• [PROBLEM STATEMENT]
Restate the whole listing exactly, leaving nothing out.

• [INPUT]
+===+

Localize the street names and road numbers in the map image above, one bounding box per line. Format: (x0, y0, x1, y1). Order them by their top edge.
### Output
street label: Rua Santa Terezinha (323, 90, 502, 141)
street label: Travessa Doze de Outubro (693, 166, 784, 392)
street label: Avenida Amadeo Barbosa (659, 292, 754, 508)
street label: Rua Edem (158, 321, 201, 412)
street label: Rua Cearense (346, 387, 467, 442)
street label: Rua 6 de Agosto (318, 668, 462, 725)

+===+

• [ANSWER BOX]
Localize the street names and road numbers in the map image above, one bounding box per line. Format: (x0, y0, x1, y1). Order them by their top edge.
### Output
street label: Rua Santa Terezinha (323, 90, 502, 141)
street label: Travessa Doze de Outubro (693, 166, 784, 392)
street label: Avenida Amadeo Barbosa (659, 292, 754, 508)
street label: Rua Edem (158, 321, 201, 412)
street label: Rua Cearense (346, 387, 467, 442)
street label: Rua 6 de Agosto (318, 668, 462, 725)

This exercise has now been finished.